Recorded data START
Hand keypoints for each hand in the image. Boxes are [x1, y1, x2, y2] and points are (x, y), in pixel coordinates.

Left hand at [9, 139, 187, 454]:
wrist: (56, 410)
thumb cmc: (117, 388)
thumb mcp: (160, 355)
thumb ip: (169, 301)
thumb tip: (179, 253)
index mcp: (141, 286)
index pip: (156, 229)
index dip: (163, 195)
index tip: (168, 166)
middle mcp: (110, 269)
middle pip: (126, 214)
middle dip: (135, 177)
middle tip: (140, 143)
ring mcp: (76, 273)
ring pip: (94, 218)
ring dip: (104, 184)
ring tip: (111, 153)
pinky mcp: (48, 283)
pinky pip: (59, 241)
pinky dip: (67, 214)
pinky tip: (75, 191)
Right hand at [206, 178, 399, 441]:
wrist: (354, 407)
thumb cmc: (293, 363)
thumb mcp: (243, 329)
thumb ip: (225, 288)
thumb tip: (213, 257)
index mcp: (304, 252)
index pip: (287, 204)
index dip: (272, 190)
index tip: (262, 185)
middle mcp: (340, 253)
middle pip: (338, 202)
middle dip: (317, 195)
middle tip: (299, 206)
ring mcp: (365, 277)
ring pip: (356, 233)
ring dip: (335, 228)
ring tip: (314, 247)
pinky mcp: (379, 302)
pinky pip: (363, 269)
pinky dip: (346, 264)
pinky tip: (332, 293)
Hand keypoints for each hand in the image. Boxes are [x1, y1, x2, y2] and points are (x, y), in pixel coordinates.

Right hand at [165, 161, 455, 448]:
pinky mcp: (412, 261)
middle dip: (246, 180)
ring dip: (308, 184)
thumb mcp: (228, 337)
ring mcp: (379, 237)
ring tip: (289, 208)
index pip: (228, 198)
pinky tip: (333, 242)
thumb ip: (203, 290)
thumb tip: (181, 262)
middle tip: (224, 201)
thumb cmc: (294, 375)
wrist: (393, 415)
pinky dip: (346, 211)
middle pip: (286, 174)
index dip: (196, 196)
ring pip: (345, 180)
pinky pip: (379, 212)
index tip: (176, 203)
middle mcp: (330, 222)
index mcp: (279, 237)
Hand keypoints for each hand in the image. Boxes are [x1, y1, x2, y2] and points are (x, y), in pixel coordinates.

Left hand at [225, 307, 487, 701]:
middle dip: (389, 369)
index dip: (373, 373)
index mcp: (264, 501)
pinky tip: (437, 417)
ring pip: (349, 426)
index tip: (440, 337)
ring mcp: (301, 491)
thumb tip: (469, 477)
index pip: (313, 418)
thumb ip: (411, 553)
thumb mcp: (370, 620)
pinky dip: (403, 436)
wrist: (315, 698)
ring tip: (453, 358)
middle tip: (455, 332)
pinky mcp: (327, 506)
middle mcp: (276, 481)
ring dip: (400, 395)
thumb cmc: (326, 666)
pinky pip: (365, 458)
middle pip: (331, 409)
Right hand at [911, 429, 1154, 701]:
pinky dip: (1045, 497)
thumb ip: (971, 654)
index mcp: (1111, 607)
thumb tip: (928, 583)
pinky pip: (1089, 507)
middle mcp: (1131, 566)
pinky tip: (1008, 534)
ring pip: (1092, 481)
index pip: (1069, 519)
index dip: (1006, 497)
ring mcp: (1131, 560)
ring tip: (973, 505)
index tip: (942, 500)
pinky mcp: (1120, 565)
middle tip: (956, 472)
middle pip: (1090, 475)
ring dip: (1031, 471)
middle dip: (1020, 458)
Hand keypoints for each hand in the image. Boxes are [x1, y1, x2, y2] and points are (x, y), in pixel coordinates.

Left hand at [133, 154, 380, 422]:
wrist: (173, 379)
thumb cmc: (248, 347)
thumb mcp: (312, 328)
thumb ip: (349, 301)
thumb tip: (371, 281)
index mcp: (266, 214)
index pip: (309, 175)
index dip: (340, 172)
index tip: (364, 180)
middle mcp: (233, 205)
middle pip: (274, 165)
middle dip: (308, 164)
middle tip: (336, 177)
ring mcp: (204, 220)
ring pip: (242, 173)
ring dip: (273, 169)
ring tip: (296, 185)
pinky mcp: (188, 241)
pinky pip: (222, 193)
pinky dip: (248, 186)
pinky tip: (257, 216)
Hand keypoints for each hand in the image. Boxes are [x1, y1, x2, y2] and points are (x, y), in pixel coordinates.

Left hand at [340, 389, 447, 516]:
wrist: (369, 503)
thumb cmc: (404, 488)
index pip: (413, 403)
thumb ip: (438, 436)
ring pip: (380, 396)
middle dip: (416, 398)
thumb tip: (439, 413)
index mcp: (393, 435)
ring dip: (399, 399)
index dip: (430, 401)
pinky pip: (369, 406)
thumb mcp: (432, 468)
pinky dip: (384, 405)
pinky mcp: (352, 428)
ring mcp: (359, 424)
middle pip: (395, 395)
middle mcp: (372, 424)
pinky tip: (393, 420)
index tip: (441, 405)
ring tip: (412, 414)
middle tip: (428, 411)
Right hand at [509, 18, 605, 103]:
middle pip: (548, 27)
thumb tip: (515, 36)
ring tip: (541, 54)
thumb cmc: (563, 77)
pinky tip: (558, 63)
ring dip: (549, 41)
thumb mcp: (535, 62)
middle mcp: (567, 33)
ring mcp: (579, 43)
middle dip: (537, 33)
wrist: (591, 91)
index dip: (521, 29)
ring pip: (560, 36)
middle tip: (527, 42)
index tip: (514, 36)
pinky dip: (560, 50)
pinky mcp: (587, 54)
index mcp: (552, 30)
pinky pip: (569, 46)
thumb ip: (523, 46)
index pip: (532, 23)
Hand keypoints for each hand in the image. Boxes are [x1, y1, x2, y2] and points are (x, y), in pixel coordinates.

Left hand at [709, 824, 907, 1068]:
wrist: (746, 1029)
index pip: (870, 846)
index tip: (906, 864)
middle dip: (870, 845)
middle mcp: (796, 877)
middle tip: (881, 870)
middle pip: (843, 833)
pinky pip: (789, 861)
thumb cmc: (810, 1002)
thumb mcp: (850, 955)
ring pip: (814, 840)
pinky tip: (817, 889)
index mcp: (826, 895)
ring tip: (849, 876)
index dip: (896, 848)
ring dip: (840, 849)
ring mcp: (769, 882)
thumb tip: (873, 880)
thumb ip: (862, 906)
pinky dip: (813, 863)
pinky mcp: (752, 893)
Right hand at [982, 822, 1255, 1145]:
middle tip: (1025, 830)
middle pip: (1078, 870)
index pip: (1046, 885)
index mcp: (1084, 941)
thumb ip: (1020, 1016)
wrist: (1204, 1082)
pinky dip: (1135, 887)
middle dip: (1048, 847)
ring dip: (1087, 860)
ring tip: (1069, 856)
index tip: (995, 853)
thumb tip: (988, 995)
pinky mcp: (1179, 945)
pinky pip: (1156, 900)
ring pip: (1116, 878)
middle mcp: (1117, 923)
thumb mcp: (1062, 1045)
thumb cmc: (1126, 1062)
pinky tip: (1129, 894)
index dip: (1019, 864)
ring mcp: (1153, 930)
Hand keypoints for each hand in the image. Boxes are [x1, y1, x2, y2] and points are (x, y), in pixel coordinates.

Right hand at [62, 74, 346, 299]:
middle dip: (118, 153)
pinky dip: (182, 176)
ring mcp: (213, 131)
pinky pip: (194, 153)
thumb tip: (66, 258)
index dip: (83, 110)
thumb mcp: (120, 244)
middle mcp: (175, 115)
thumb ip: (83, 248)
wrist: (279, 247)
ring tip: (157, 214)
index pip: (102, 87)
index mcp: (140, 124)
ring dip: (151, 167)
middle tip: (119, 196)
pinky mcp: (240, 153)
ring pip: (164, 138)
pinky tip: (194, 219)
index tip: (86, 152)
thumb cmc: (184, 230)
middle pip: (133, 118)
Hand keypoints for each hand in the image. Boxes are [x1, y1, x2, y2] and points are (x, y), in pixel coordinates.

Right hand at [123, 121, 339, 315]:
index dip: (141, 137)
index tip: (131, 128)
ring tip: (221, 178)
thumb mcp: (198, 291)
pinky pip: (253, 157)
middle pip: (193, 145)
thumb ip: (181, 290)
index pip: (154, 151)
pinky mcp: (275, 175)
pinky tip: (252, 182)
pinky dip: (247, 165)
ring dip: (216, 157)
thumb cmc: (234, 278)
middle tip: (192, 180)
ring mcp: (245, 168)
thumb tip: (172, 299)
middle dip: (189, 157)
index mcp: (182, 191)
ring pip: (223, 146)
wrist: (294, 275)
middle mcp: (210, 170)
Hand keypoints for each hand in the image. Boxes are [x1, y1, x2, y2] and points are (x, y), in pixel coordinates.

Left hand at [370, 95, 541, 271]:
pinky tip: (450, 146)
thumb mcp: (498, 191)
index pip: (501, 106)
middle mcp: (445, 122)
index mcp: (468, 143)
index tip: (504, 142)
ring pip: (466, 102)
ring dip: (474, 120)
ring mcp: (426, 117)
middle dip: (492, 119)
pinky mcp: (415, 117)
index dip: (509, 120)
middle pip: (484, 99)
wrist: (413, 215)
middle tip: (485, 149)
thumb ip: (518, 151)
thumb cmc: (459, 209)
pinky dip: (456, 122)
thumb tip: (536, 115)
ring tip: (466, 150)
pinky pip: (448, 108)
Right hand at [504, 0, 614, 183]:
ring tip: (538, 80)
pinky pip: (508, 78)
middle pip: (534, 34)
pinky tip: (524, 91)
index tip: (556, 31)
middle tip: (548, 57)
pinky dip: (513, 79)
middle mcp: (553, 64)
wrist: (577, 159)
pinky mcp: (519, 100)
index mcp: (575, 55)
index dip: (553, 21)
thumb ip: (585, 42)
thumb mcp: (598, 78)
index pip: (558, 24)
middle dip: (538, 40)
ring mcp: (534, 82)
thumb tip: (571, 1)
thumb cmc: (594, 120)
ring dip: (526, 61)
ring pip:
Recorded data END
*What is expected*. What you give back must be the stretch above, starting at the line with "ring dip: (335, 228)" and ending at the line with "pinky pip: (379, 212)", copied exactly.

*Reply to the exercise*.
ring dip: (335, 228)
ring tip: (314, 247)
pinky mcp: (379, 302)
pinky pip: (363, 269)
pinky dip: (346, 264)
pinky tip: (332, 293)
Hand keypoints for each hand in the image. Boxes are [x1, y1, x2, y2] and points are (x, y), in pixel coordinates.

Right hand at [165, 161, 455, 448]:
pinky mcp: (412, 261)
middle dip: (246, 180)
ring dip: (308, 184)
thumb mcp: (228, 337)
ring mcp: (379, 237)
ring tip: (289, 208)
index pip: (228, 198)
pinky tip: (333, 242)
thumb ip: (203, 290)
thumb tip: (181, 262)
middle tip: (224, 201)
thumb cmc: (294, 375)
wrist: (393, 415)
pinky dip: (346, 211)
middle pip: (286, 174)
index dip: (196, 196)
ring pip: (345, 180)
pinky pip: (379, 212)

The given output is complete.